Stored data entries
....

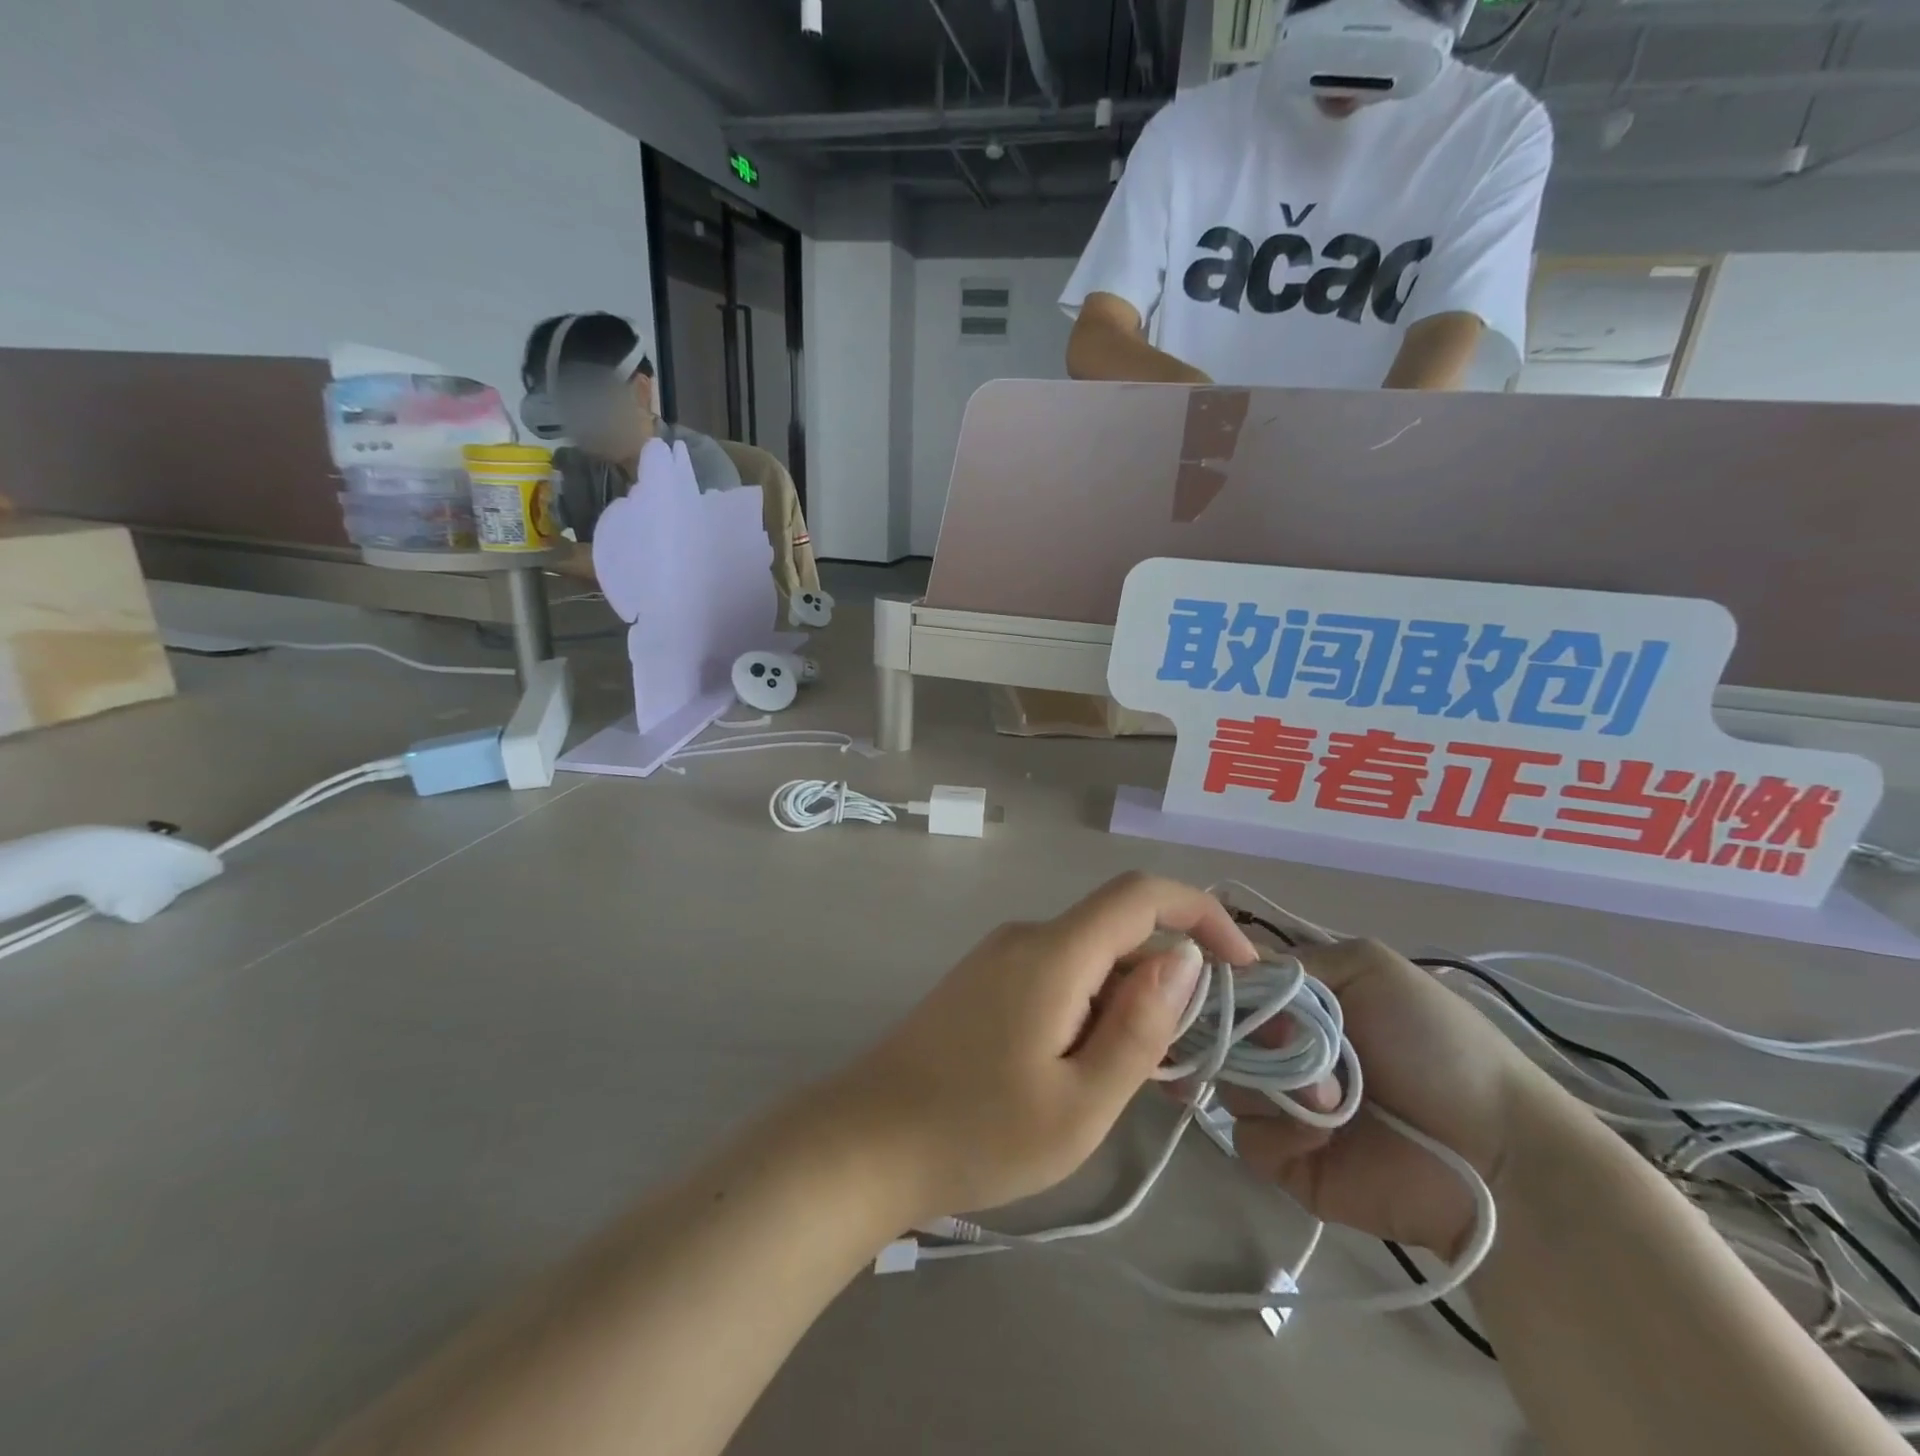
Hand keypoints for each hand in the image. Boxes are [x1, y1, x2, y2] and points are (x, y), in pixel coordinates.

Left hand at [820, 873, 1257, 1229]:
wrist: (864, 1143)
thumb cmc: (977, 1133)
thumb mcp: (1081, 1102)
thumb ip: (1140, 1027)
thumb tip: (1186, 960)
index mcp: (1053, 952)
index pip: (1141, 894)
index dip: (1202, 914)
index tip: (1243, 969)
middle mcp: (1026, 938)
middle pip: (1119, 935)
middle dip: (1166, 987)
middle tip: (1184, 1070)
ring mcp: (999, 958)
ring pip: (1090, 961)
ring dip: (1128, 1007)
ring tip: (1133, 1086)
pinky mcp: (984, 983)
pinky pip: (1058, 978)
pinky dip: (1091, 1012)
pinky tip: (1086, 1074)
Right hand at [1218, 938, 1566, 1256]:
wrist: (1497, 1157)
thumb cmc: (1437, 1046)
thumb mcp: (1370, 968)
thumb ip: (1293, 961)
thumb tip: (1226, 972)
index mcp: (1297, 1000)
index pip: (1230, 982)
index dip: (1216, 983)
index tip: (1215, 986)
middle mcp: (1280, 1046)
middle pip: (1218, 1031)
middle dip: (1248, 1036)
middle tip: (1290, 1046)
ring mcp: (1281, 1103)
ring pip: (1226, 1081)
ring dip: (1270, 1085)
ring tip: (1328, 1100)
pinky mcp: (1285, 1159)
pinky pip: (1246, 1136)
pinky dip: (1281, 1133)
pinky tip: (1325, 1138)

....

Transcribe exactly, and only, the lines that extend from the one containing "index mcp: (1297, 1000)" to the end of the records above, inclusive of both.

### [Your solution]
index mcp: (1297, 1000)
index pip: (1230, 982)
index dip: (1216, 983)
index tip: (1215, 986)
middle mcp: (1280, 1046)
middle pip: (1218, 1031)
middle dip: (1248, 1036)
middle tip: (1290, 1046)
ring mcp: (1281, 1103)
ring pip: (1226, 1081)
ring dip: (1270, 1085)
ring tip: (1328, 1100)
pinky mcp: (1285, 1159)
pinky pip: (1246, 1136)
pinky dip: (1281, 1133)
pinky tip: (1325, 1138)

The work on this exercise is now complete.